According to Polanyi, this is the first experiment that allowed an observer to measure how molecules move when two chemicals react. On his website Polanyi describes the excitement during this moment of discovery:
As the recorder traced the infrared chemiluminescent spectrum of HCl Ken Cashion, having been recently ordained as a priest, felt that he should keep his excitement within the bounds of propriety, so he merely beat on the top of the spectrometer with his fists while shouting, “Holy crowbar!”

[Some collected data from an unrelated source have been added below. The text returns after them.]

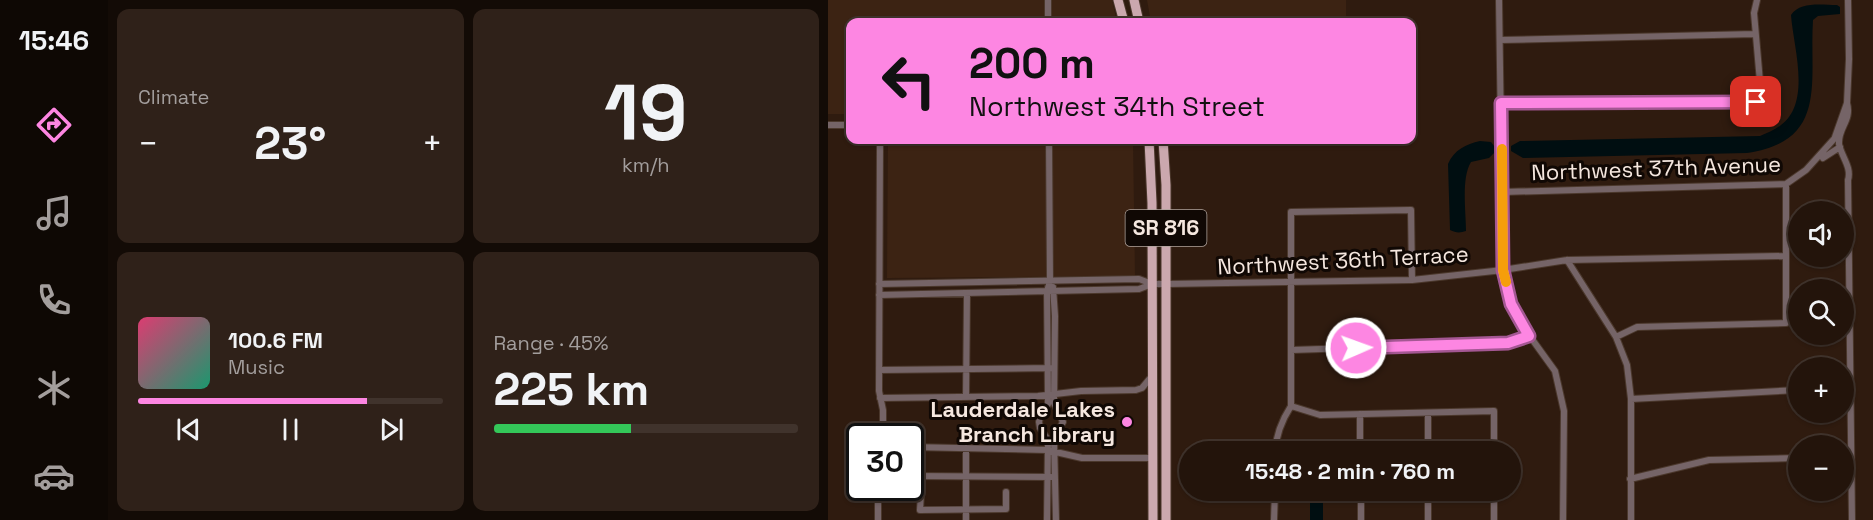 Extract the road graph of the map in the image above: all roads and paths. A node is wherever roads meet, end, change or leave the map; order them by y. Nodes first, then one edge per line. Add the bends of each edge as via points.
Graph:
1 (1048, 0) edge
2 (1118, 0) edge
3 (1134, 0) edge
4 (1499, 0) edge
5 (1757, 0) edge
6 (1848, 0) edge
7 (1048, 18) edge
8 (1123, 18) edge
9 (1138, 18) edge
10 (1755, 34) junction
11 (1500, 40) junction
12 (1501, 103) junction
13 (828, 125) edge
14 (846, 125) edge
15 (1837, 137) junction
16 (880, 144) edge
17 (1049, 144) edge
18 (1149, 144) edge
19 (1162, 144) edge
20 (1838, 147) junction
21 (1806, 170) junction
22 (1786, 184) junction
23 (1503, 192) junction
24 (1786, 256) junction
25 (1567, 260) junction
26 (1503, 270) junction
27 (1412, 280) junction
28 (1050, 281) junction
29 (1292, 282) junction
30 (879, 284) junction
31 (1152, 284) junction
32 (1166, 284) junction
33 (1047, 291) junction
34 (1055, 291) junction
35 (967, 294) junction
36 (879, 295) junction
37 (1529, 336) junction
38 (1616, 337) junction
39 (1291, 350) junction
40 (1851, 357) edge
41 (1051, 368) junction
42 (965, 369) junction
43 (879, 370) junction
44 (1152, 375) junction
45 (1788, 391) edge
46 (1052, 394) junction
47 (966, 397) junction
48 (880, 398) junction
49 (1631, 399) junction
50 (1291, 406) junction
51 (1360, 414) junction
52 (1428, 414) junction
53 (883, 423) edge
54 (1153, 440) junction
55 (1277, 441) edge
56 (1360, 441) edge
57 (1428, 441) edge
58 (1494, 441) edge
59 (924, 447) edge
60 (966, 448) junction
61 (1047, 450) junction
62 (1055, 453) junction
63 (1166, 457) junction
64 (1153, 458) junction
65 (1788, 458) edge
66 (1166, 470) junction
67 (966, 475) junction
68 (924, 476) edge
69 (1056, 476) junction
70 (1047, 477) junction
71 (1630, 479) junction
72 (1006, 492) dead end
73 (878, 501) edge
74 (921, 501) edge
75 (1275, 501) edge
76 (1361, 501) edge
77 (1428, 501) edge
78 (1494, 501) edge
79 (1852, 501) edge
80 (966, 510) junction
81 (878, 520) edge
82 (966, 520) edge
83 (1047, 520) edge
84 (1056, 520) edge
85 (1153, 520) edge
86 (1166, 520) edge
87 (1274, 520) edge
88 (1361, 520) edge
89 (1428, 520) edge
90 (1494, 520) edge
91 (1563, 520) edge
92 (1631, 520) edge
93 (1852, 520) edge

1 - 7 street
2 - 8 main road
3 - 9 main road
4 - 11 street
5 - 10 street
6 - 15 street via 1849,111
10 - 11 street
10 - 12 street via 1760,82 1756,102
11 - 12 street
12 - 23 street
13 - 14 street
15 - 20 street
15 - 21 street, Northwest 37th Avenue
16 - 30 street
17 - 28 street
18 - 31 main road, SR 816
19 - 32 main road, SR 816
20 - 21 street, Northwest 37th Avenue
20 - 40 street via 1850,174
21 - 22 street, Northwest 37th Avenue
22 - 23 street, Northwest 37th Avenue
22 - 24 street
23 - 26 street
24 - 25 street, Northwest 36th Terrace
24 - 38 street via 1786,322 1637,327
25 - 26 street, Northwest 36th Terrace
25 - 38 street
26 - 27 street, Northwest 36th Terrace
26 - 37 street via 1511,304
27 - 29 street, Northwest 36th Terrace
27 - 29 street via 1411,210 1291,212
28 - 30 street, Northwest 36th Terrace
28 - 31 street, Northwest 36th Terrace via 1139,279
28 - 33 street
28 - 34 street
29 - 32 street, Northwest 36th Terrace
29 - 39 street
30 - 36 street
31 - 32 street, Northwest 36th Terrace
31 - 34 street, Northwest 36th Terrace via 1139,289
31 - 44 main road, SR 816
32 - 63 main road, SR 816
33 - 34 street, Northwest 36th Terrace
33 - 35 street, Northwest 36th Terrace
33 - 41 street
34 - 41 street
35 - 36 street, Northwest 36th Terrace
35 - 42 street
36 - 43 street
37 - 39 street via 1508,343
37 - 91 street via 1555,371 1564,411
38 - 49 street via 1627,366
39 - 50 street
41 - 42 street
41 - 46 street
42 - 43 street
42 - 47 street
43 - 48 street
44 - 46 street via 1136,390
44 - 54 main road, SR 816
45 - 49 street
46 - 47 street
46 - 61 street via 1039,422 1048,440
46 - 62 street via 1063,422 1054,439
47 - 48 street
48 - 53 street
49 - 71 street
50 - 51 street via 1320,415
50 - 55 street via 1281,422
51 - 52 street
51 - 56 street
52 - 57 street
52 - 58 street via 1494,411
54 - 63 main road
54 - 64 main road, SR 816
59 - 60 street
60 - 61 street
60 - 67 street
61 - 62 street
61 - 70 street
62 - 64 street via 1082,458
62 - 69 street
63 - 66 main road, SR 816
64 - 66 main road
64 - 85 main road, SR 816
65 - 71 street via 1709,460
66 - 86 main road, SR 816
67 - 68 street
67 - 70 street
67 - 80 street
69 - 70 street
69 - 84 street
70 - 83 street
71 - 92 street
72 - 80 street via 1006,509
73 - 81 street
74 - 80 street via 920,510
75 - 87 street
76 - 88 street
77 - 89 street
78 - 90 street
79 - 93 street
80 - 82 street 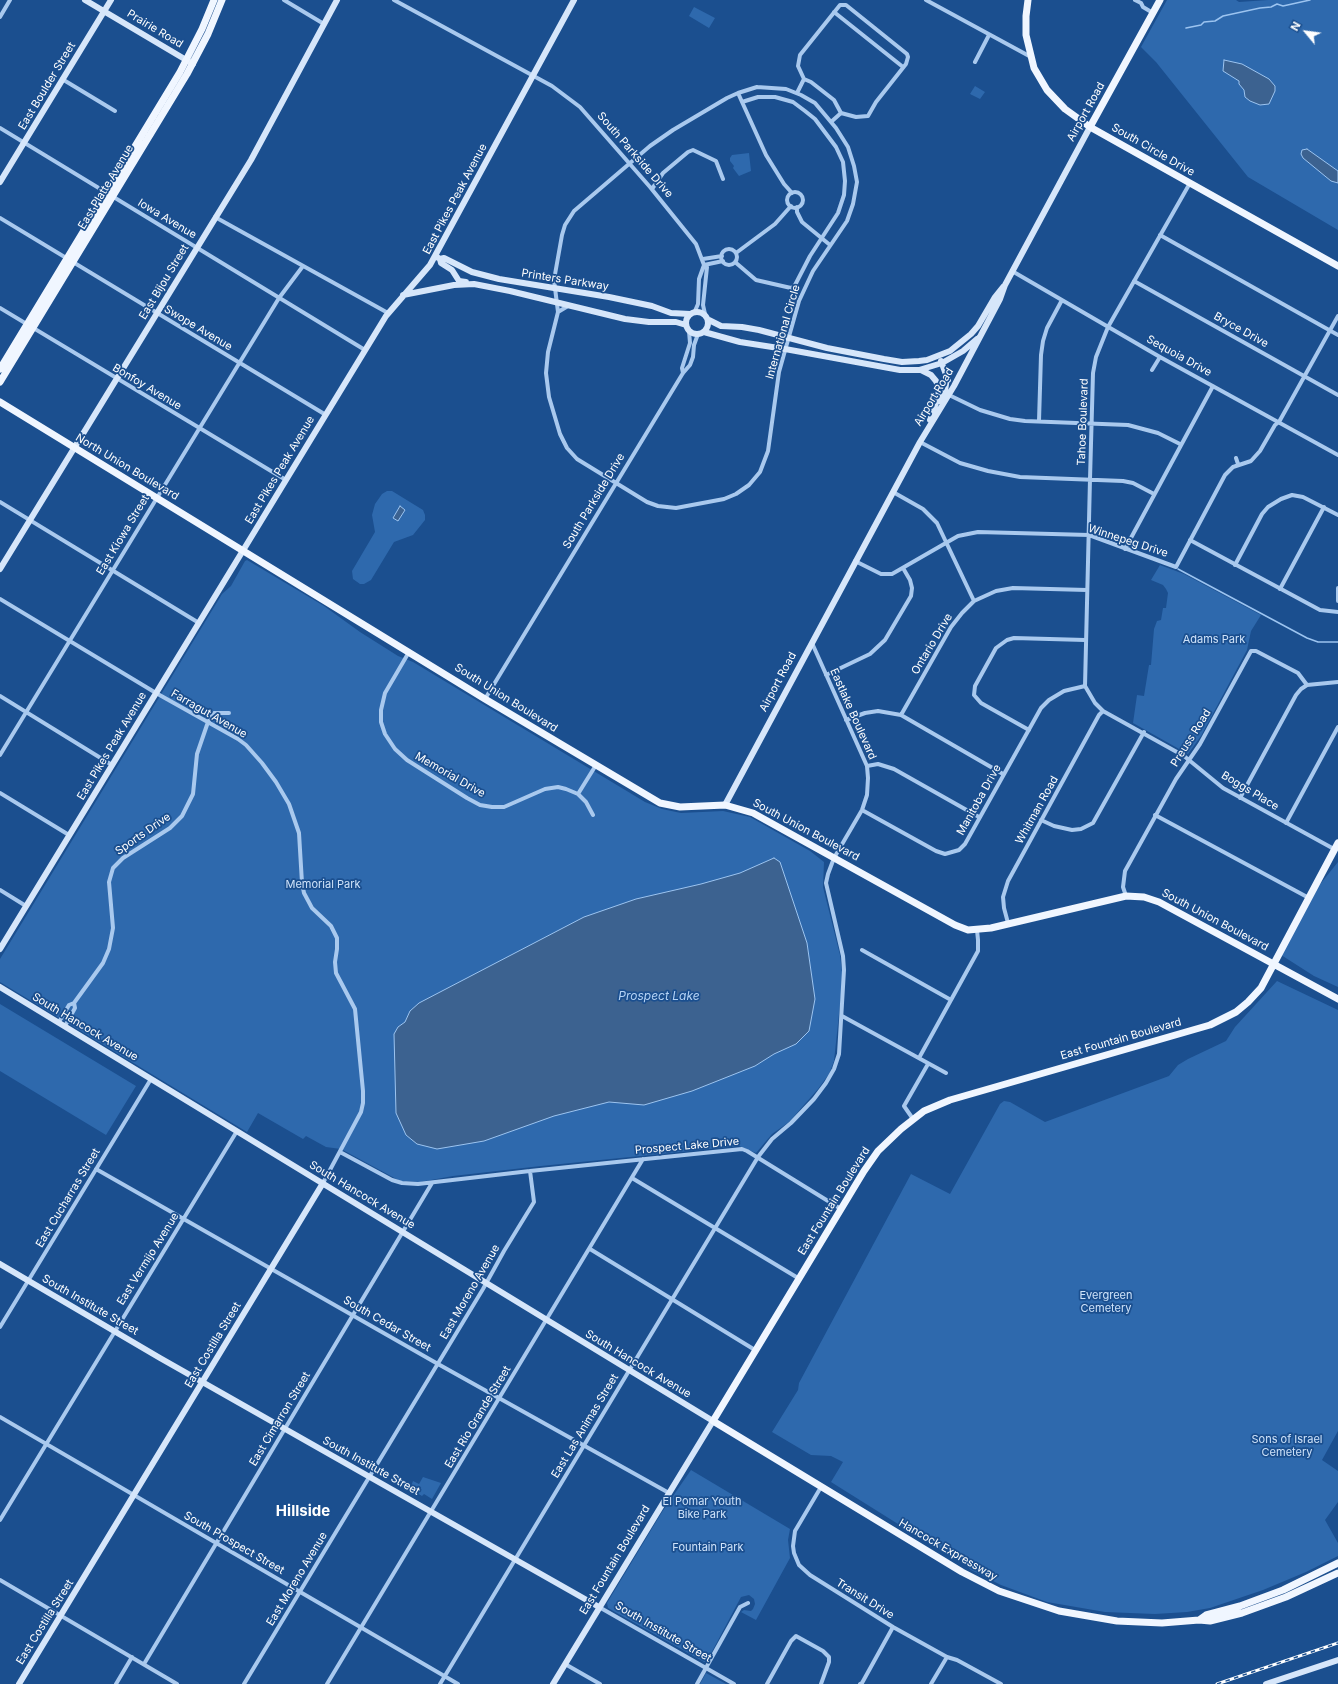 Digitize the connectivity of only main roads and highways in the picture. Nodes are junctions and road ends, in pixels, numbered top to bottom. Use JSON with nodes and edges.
{"nodes":[{"id":1,"x":86,"y":0,"type":"edge"},
{"id":2,"x":111,"y":0,"type":"edge"},
{"id":3,"x":214,"y":0,"type":"edge"},
{"id":4,"x":222,"y":0,"type":"edge"},
{"id":5,"x":337,"y":0,"type":"edge"},
{"id":6,"x":574,"y":0,"type":"edge"},
{"id":7,"x":1028,"y":0,"type":"edge"},
{"id":8,"x":1160,"y":0,"type":"edge"},
{"id":9,"x":104,"y":11,"type":"junction"},
{"id":10,"x":189,"y":62,"type":"junction"},
{"id":11,"x":1090,"y":127,"type":"junction"},
{"id":12,"x":0,"y":182,"type":"edge"},
{"id":13,"x":437,"y":258,"type":"junction"},
{"id":14,"x":1338,"y":266,"type":"edge"},
{"id":15,"x":474,"y":284,"type":"junction"},
{"id":16,"x":1005,"y":284,"type":"junction"},
{"id":17,"x":403,"y":295,"type":"junction"},
{"id":18,"x":692,"y":312,"type":"junction"},
{"id":19,"x":709,"y":320,"type":"junction"},
{"id":20,"x":30,"y":326,"type":"junction"},
{"id":21,"x":688,"y":328,"type":"junction"},
{"id":22,"x":983,"y":331,"type":"junction"},
{"id":23,"x":701,"y":333,"type":"junction"},
{"id":24,"x":939,"y":355,"type":"junction"},
{"id":25,"x":942,"y":363,"type":"junction"},
{"id":26,"x":0,"y":369,"type":"edge"},
{"id":27,"x":919,"y":370,"type":"junction"},
{"id":28,"x":947,"y":376,"type":"junction"},
{"id":29,"x":0,"y":382,"type":"edge"},
{"id":30,"x":950,"y":393,"type":"junction"},
{"id":31,"x":0,"y":402,"type":"edge"},
{"id":32,"x":932,"y":415,"type":"junction"},
{"id":33,"x":926,"y":432,"type":"junction"},
{"id":34,"x":75,"y":448,"type":"junction"},
{"id":35,"x":243,"y":550,"type":"junction"},
{"id":36,"x":0,"y":569,"type":"edge"},
{"id":37,"x":725,"y":805,"type":"junction"},
{"id":38,"x":1336,"y":846,"type":"edge"},
{"id":39,"x":0,"y":949,"type":"edge"},
{"id":40,"x":1274,"y":964,"type":"junction"},
{"id":41,"x":0,"y":987,"type":"edge"},
{"id":42,"x":1338,"y":999,"type":"edge"},
{"id":43,"x":322,"y":1183,"type":"junction"},
{"id":44,"x":0,"y":1264,"type":"edge"},
{"id":45,"x":202,"y":1382,"type":"junction"},
{"id":46,"x":713,"y":1421,"type":"junction"},
{"id":47,"x":1338,"y":1563,"type":"edge"},
{"id":48,"x":1338,"y":1573,"type":"edge"},
{"id":49,"x":599,"y":1607,"type":"junction"},
{"id":50,"x":1199,"y":1620,"type":"junction"},
{"id":51,"x":1338,"y":1660,"type":"edge"},
{"id":52,"x":19,"y":1684,"type":"edge"},
{"id":53,"x":553,"y":1684,"type":"edge"},
{"id":54,"x":1266,"y":1684,"type":"edge"}],
"edges":[{"from":1,"to":9,"type":"main road","name":"Prairie Road"},
{"from":2,"to":9,"type":"main road","name":"East Boulder Street"},
{"from":3,"to":10,"type":"main road","name":"East Platte Avenue"},
{"from":4,"to":10,"type":"main road","name":"East Platte Avenue"},
{"from":5,"to":34,"type":"main road","name":"East Bijou Street"},
{"from":6,"to":13,"type":"main road","name":"East Pikes Peak Avenue"},
{"from":7,"to":11,"type":"main road","name":"South Circle Drive"},
{"from":8,"to":11,"type":"main road","name":"Airport Road"},
{"from":9,"to":10,"type":"main road","name":"Prairie Road"},
{"from":9,"to":12,"type":"main road","name":"East Boulder Street"},
{"from":10,"to":20,"type":"main road","name":"East Platte Avenue"},
{"from":11,"to":14,"type":"main road","name":"South Circle Drive"},
{"from":11,"to":16,"type":"main road","name":"Airport Road"},
{"from":13,"to":15,"type":"main road","name":"Printers Parkway"},
{"from":13,"to":17,"type":"main road","name":"East Pikes Peak Avenue"},
{"from":13,"to":18,"type":"main road","name":"Printers Parkway"},
{"from":15,"to":17,"type":"main road","name":"Printers Parkway"},
{"from":15,"to":21,"type":"main road","name":"Printers Parkway"},
{"from":16,"to":22,"type":"main road","name":"Airport Road"},
{"from":16,"to":24,"type":"main road"},
{"from":17,"to":35,"type":"main road","name":"East Pikes Peak Avenue"},
{"from":18,"to":19,"type":"main road"},
{"from":18,"to":21,"type":"main road"},
{"from":19,"to":23,"type":"main road","name":"South Parkside Drive"},
{"from":19,"to":24,"type":"main road"},
{"from":20,"to":26,"type":"main road","name":"East Platte Avenue"},
{"from":20,"to":29,"type":"main road","name":"East Platte Avenue"},
{"from":21,"to":23,"type":"main road"},
{"from":22,"to":25,"type":"main road"},
{"from":22,"to":30,"type":"main road","name":"Airport Road"},
{"from":23,"to":27,"type":"main road"},
{"from":24,"to":25,"type":"main road"},
{"from":25,"to":27,"type":"main road"},
{"from":25,"to":28,"type":"main road"},
{"from":27,"to":32,"type":"main road"},
{"from":28,"to":30,"type":"main road"},
{"from":28,"to":32,"type":"main road"},
{"from":30,"to":33,"type":"main road","name":"Airport Road"},
{"from":31,"to":34,"type":"main road","name":"North Union Boulevard"},
{"from":32,"to":33,"type":"main road"},
{"from":33,"to":37,"type":"main road","name":"Airport Road"},
{"from":34,"to":35,"type":"main road","name":"North Union Boulevard"},
{"from":34,"to":36,"type":"main road","name":"East Bijou Street"},
{"from":35,"to":37,"type":"main road","name":"South Union Boulevard"},
{"from":35,"to":39,"type":"main road","name":"East Pikes Peak Avenue"},
{"from":37,"to":40,"type":"main road","name":"South Union Boulevard"},
{"from":38,"to":40,"type":"main road","name":"East Fountain Boulevard"},
{"from":40,"to":42,"type":"main road","name":"South Union Boulevard"},
{"from":40,"to":46,"type":"main road","name":"East Fountain Boulevard"},
{"from":41,"to":43,"type":"main road","name":"South Hancock Avenue"},
{"from":43,"to":45,"type":"main road","name":"East Costilla Street"},
{"from":43,"to":46,"type":"main road","name":"South Hancock Avenue"},
{"from":44,"to":45,"type":"main road","name":"South Institute Street"},
{"from":45,"to":49,"type":"main road","name":"South Institute Street"},
{"from":45,"to":52,"type":"main road","name":"East Costilla Street"},
{"from":46,"to":49,"type":"main road","name":"East Fountain Boulevard"},
{"from":46,"to":50,"type":"main road","name":"Hancock Expressway"},
{"from":47,"to":50,"type":"main road","name":"Hancock Expressway"},
{"from":48,"to":50,"type":"main road","name":"Hancock Expressway"},
{"from":49,"to":53,"type":"main road","name":"East Fountain Boulevard"},
{"from":51,"to":54,"type":"main road"}]}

Dr. Polanyi confirmed in an email to me that the apparatus devised by him and Cashion used a NaCl prism just like ours. He noted that they later switched to a lithium fluoride (LiF) prism, but, as he explains on his website, it was these initial experiments with the NaCl prism that helped to lay the foundations for the field of “reaction dynamics,” which is the study of the motion of molecules during chemical reactions. It’s no surprise that Dr. Polanyi recalls this moment of discovery so vividly: these early experiments in reaction dynamics laid the foundation for the work that earned him the Nobel Prize in Chemistry in 1986.
Cashion and Polanyi were not the only chemists to make an important discovery with a NaCl prism and an infrared spectrometer at the University of Toronto. A. D. Allen, the namesake of our Chemistry Library, used such an apparatus to investigate chemical reactions during the 1960s. In a cabinet at the library displaying chemical instruments, one can see the NaCl prism that Allen’s team used to investigate how nitrogen binds to transition metals.
According to the display, these experiments demonstrated that such a chemical reaction can produce stable molecules, which is crucial for certain microorganisms that bind with atmospheric nitrogen. The sodium chloride prism, then, has helped chemists to understand not only how inanimate substances react, but also how living organisms interact with their chemical environment. While the exact provenance of the NaCl prism in our collection remains unclear, at least we know what it represents in the history of science at the University of Toronto.
The experiments of Cashion, Polanyi and Allen were by no means as simple as shining a pencil of light through a prism. The PerkinElmer infrared spectrometer is an imposing instrument which requires much more expertise than Newton’s experimentum crucis. Yet each of these discoveries is a manifestation of the power of a simple geometric shape, the triangular prism. The history of prism experiments in the twentieth century lends further support to the sentiments of Robert Grosseteste, a medieval scholar of mathematics and optics, who claimed that “the diligent investigator of natural phenomena can give the causes of all natural effects . . . by the rules nad roots and foundations given from the power of geometry.” (Quoted in Amelia Carolina Sparavigna, “Reflection and Refraction in Robert Grosseteste’s De Lineis, Angulis et Figuris,” arXiv e-prints, History and Philosophy of Physics [2013]: 11.) Chemists in the twentieth century presumably didn’t share Grosseteste’s optimism about the power of geometry alone to reveal nature’s secrets, but they did not lose sight of the power of a geometric shape to make the invisible visible.